_To do_:
A line qualifies if it holds the string "lane". Copy every qualifying line from the records.

_Supplied data_:
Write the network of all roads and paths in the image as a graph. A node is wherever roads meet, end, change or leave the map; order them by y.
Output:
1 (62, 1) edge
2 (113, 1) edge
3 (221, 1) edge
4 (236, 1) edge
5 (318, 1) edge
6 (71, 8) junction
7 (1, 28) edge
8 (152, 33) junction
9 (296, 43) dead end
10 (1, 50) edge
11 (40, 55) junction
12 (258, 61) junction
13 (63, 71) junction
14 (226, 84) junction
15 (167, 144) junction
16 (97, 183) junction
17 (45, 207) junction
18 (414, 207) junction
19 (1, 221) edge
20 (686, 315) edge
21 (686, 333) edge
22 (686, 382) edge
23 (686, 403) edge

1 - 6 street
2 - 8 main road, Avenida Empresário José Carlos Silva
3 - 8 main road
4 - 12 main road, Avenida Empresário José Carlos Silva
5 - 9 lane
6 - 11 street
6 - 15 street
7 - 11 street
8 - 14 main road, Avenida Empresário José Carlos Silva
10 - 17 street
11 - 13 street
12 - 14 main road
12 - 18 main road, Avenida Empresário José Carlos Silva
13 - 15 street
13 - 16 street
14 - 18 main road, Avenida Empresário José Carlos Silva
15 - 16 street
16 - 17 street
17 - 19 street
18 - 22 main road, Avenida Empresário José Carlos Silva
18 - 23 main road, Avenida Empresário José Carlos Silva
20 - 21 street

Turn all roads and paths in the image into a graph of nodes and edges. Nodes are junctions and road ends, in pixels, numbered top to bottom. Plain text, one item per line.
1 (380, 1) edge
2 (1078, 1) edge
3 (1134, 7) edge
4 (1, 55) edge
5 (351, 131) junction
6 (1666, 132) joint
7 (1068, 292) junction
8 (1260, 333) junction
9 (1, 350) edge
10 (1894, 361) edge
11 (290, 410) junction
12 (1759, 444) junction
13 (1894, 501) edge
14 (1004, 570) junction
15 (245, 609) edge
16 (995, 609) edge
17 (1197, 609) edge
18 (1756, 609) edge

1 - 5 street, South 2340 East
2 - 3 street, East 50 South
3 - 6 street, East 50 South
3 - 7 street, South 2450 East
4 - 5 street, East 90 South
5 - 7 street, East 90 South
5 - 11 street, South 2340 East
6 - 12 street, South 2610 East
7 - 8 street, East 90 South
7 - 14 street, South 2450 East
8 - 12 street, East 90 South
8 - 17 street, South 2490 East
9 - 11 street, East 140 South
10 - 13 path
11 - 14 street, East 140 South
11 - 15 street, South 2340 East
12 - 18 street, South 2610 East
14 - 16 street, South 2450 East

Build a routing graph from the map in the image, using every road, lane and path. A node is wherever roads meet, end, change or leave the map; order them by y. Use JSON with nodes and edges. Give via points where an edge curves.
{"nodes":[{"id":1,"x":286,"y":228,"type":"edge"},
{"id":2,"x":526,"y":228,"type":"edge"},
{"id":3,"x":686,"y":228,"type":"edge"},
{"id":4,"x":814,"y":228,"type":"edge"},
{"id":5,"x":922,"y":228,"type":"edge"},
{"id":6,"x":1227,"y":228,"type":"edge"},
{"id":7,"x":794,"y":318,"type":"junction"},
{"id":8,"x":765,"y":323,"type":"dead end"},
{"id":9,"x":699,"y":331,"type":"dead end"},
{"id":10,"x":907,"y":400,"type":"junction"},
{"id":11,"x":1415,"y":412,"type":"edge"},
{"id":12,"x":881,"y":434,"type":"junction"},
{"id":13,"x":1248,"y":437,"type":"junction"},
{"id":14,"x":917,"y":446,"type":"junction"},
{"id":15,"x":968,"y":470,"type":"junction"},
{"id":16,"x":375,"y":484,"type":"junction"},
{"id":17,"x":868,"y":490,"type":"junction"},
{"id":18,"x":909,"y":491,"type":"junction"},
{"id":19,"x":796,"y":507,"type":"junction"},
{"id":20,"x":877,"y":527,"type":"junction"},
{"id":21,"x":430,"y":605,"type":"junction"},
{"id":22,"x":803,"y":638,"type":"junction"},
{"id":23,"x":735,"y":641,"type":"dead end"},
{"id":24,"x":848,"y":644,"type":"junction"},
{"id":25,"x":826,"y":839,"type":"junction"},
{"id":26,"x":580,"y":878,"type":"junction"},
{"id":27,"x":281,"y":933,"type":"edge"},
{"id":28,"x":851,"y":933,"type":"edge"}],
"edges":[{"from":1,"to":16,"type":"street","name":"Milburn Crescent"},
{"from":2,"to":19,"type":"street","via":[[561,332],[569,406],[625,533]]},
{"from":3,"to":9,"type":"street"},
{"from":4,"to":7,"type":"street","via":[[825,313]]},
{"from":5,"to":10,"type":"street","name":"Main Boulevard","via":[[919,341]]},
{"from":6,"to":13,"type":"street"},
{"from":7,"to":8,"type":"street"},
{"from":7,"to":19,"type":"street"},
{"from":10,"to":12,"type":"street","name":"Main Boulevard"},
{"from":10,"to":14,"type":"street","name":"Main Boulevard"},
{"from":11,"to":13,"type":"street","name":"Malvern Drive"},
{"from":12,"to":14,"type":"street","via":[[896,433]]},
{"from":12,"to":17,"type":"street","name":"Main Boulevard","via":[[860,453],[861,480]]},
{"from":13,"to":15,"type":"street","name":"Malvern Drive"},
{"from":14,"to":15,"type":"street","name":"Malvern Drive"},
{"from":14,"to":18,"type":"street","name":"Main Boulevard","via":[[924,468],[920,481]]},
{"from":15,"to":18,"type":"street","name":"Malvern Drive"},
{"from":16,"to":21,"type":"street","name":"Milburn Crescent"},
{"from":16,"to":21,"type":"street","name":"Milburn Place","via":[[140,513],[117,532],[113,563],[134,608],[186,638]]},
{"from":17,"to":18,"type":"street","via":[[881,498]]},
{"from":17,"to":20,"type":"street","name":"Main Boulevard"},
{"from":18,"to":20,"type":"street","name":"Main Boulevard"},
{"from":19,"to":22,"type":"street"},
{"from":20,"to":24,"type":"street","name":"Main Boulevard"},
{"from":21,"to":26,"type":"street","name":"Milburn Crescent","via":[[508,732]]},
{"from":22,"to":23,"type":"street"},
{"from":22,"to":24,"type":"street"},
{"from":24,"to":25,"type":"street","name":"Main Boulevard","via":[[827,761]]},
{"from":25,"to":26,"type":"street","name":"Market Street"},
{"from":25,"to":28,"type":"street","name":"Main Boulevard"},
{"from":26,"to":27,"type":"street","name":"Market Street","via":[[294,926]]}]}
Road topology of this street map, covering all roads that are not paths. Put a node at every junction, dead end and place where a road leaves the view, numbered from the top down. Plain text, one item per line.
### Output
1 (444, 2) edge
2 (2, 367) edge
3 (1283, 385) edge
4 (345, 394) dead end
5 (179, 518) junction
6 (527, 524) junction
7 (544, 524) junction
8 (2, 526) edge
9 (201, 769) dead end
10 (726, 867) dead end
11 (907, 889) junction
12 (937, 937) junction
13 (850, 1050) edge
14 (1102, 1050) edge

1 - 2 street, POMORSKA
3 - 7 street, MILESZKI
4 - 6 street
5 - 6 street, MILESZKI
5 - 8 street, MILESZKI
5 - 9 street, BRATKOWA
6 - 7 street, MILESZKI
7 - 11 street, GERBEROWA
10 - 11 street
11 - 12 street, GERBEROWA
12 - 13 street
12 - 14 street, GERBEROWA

_Solution to the problem_:
5 - 9 lane
Build a routing graph from the map in the image, using every road, lane and path. A node is wherever roads meet, end, change or leave the map; order them by y. Use JSON with nodes and edges. Give via points where an edge curves.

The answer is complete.